Friday, September 7, 2007

Finding a Healthy (Food) Balance

I know the most important thing for me to do right now is to concentrate on the quality of the food I let slip by my lips. I'm not supposed to sweat the little mistakes, like an extra 200 calories one day... however; going out to dinner with my family is nightmarish.

I have a hard time relaxing when we decide to go out for a meal. I really want to find a healthy restaurant to visit. I live in fear that I won't be able to calculate exactly how many calories I'm getting, that I'll overdo it, and that I'll be starving by the time dinner arrives. (I tend to want to consume large quantities quickly when I'm hungry.)

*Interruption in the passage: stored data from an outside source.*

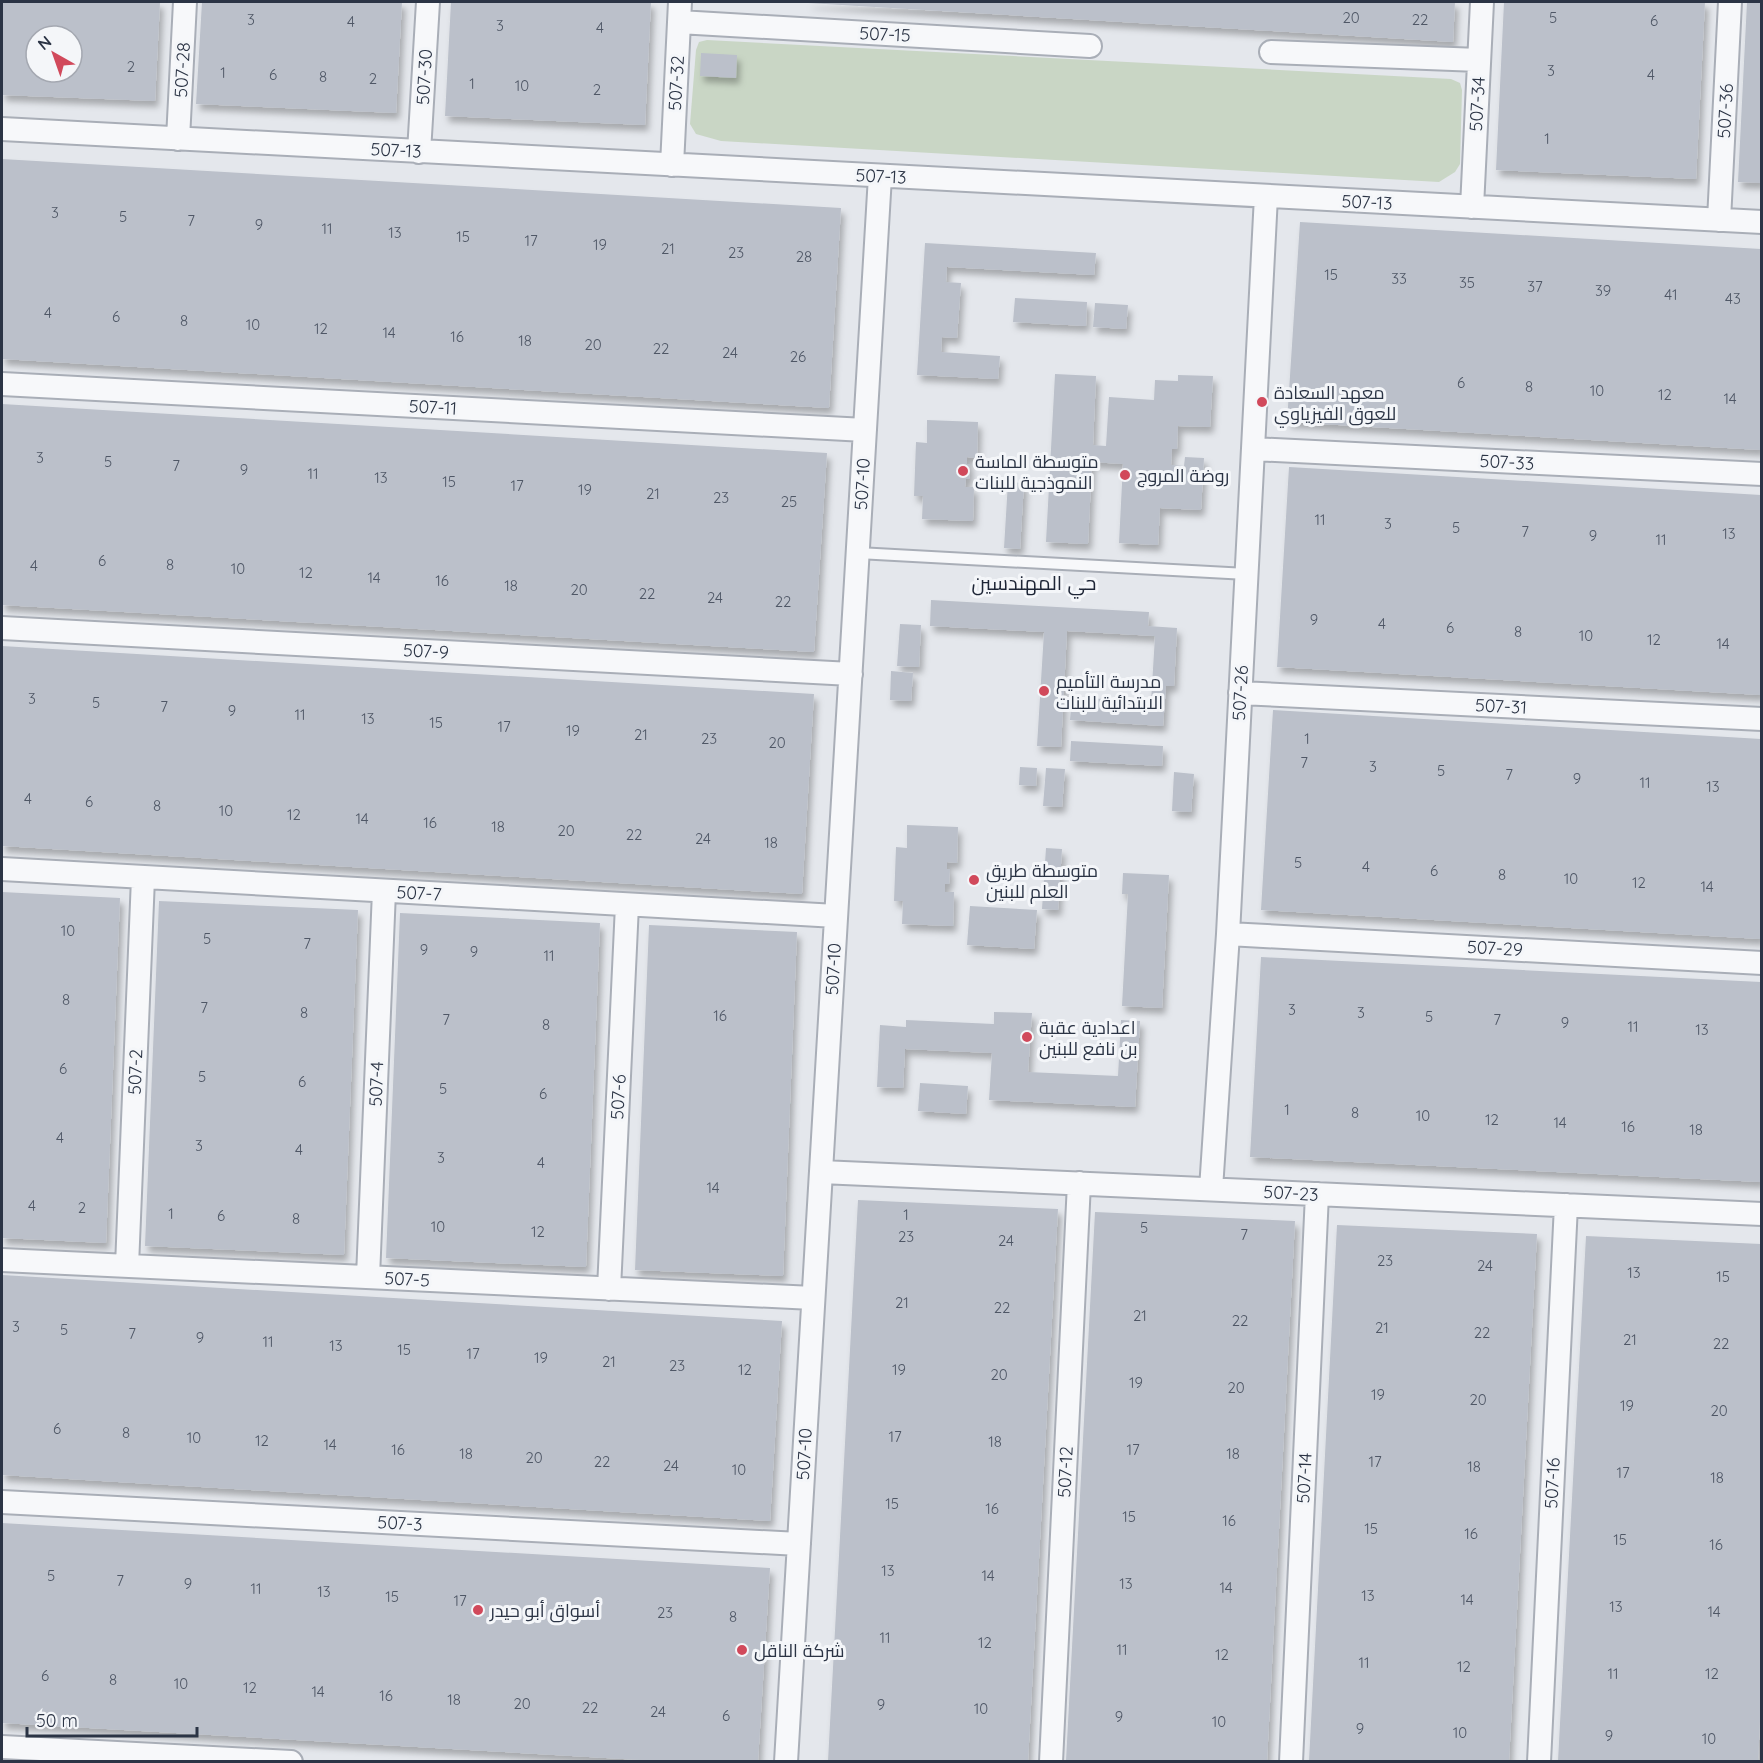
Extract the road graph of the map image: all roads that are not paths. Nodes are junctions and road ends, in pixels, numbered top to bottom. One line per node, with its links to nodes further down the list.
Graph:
1 (185, 2): 10 (street, 507-28)
2 (428, 2): 11 (street, 507-30)
3 (1482, 2): 8 (street, 507-34)
4 (1730, 2): 16 (street, 507-36)
5 (680, 12): 6 (street, 507-15); 12 (street, 507-32)
6 (1090, 46)
7 (1271, 52): 8 (street)
8 (1479, 60): 15 (street, 507-34)
9 (2, 129): 10 (street, 507-13)
10 (178, 139): 11 (street, 507-13)
11 (419, 152): 12 (street, 507-13)
12 (672, 165): 13 (street, 507-13)
13 (880, 176): 14 (street, 507-13); 19 (street, 507-10)
14 (1266, 196): 15 (street, 507-13); 20 (street, 507-26)
15 (1472, 207): 16 (street, 507-13)
16 (1719, 220): 17 (street, 507-13)
17 (1761, 222)
18 (2, 384): 19 (street, 507-11)
19 (865, 430): 22 (street, 507-10)
20 (1253, 449): 21 (street, 507-33); 23 (street, 507-26)
21 (1761, 474)
22 (858, 553): 23 (lane); 25 (street, 507-10)
23 (1247, 574): 26 (street, 507-26)
24 (2, 628): 25 (street, 507-9)
25 (850, 674): 32 (street, 507-10)
26 (1240, 693): 27 (street, 507-31); 33 (street, 507-26)
27 (1761, 719)
28 (2, 869): 29 (street, 507-7)
29 (143, 878): 30 (street, 507-7); 42 (street, 507-2)
30 (384, 891): 31 (street, 507-7); 43 (street, 507-4)
31 (627, 905): 32 (street, 507-7); 44 (street, 507-6)
32 (836, 916): 35 (street, 507-10)
33 (1228, 934): 34 (street, 507-29); 37 (street, 507-26)
34 (1761, 963)
35 (821, 1172): 36 (street, 507-23); 45 (street, 507-10)
36 (1079, 1184): 37 (street, 507-23); 51 (street, 507-12)
37 (1211, 1189): 38 (street, 507-23)
38 (1317, 1194): 39 (street, 507-23); 52 (street, 507-14)
39 (1566, 1205): 40 (street, 507-23); 53 (street, 507-16)
40 (1761, 1214)
41 (2, 1260): 42 (street, 507-5)
42 (127, 1266): 43 (street, 507-5)
43 (368, 1277): 44 (street, 507-5)
44 (609, 1289): 45 (street, 507-5)
45 (813, 1298): 47 (street, 507-10)
46 (2, 1502): 47 (street, 507-3)
47 (799, 1544): 50 (street, 507-10)
48 (2, 1747): 49 (street)
49 (291, 1761)
50 (786, 1761)
51 (1051, 1761)
52 (1291, 1761)
53 (1539, 1761)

To further complicate things, nobody else wants to eat healthy. They want greasy, salty, deep fried, creamy, and dense. They don't want a small handful of lean meat with 4 cups of veges. Skip the water and the fresh fruit. They want an extra humongous, high fructose sweetened, artificially flavored and colored, bubbly soft drink with their meal and of course dessert.
I usually win the battle, but I have to pay the price. I get a lot of "Can I have" and "They don't have anything I like" and "Pretty please please please".

Tonight I gave in and went to a place where you pick out your own meats and veges. You pile everything in your bowl(s) and add some oils and other liquids. You stand in line and some guy (how come it's never a gal, anyway?) grabs your bowl(s), throws them on the communal grill and cooks them all at once.

The various liquids that I add are never enough seasoning for me, so I end up pulling out the plum sauce, adding it to my plate and... VIOLA! I'm eating 200 or 300 calories more than I wanted. Of course, I have to have that little serving of soft serve ice cream that comes with the meal.

I feel terrible and I'm the only one around here willing to try to talk myself out of feeling guilty. I look back at what I ate the for the last 4 days. I realize that I've made a trade-off. Today I made up for the one day early this week that I ate 300 or 400 calories less than I needed.

Changing eating habits for good is a slow process. If I didn't keep track of what I ate everyday, I couldn't even point myself in the right direction. Someday, I hope to unplug myself from my food diary and intuitively navigate this food maze.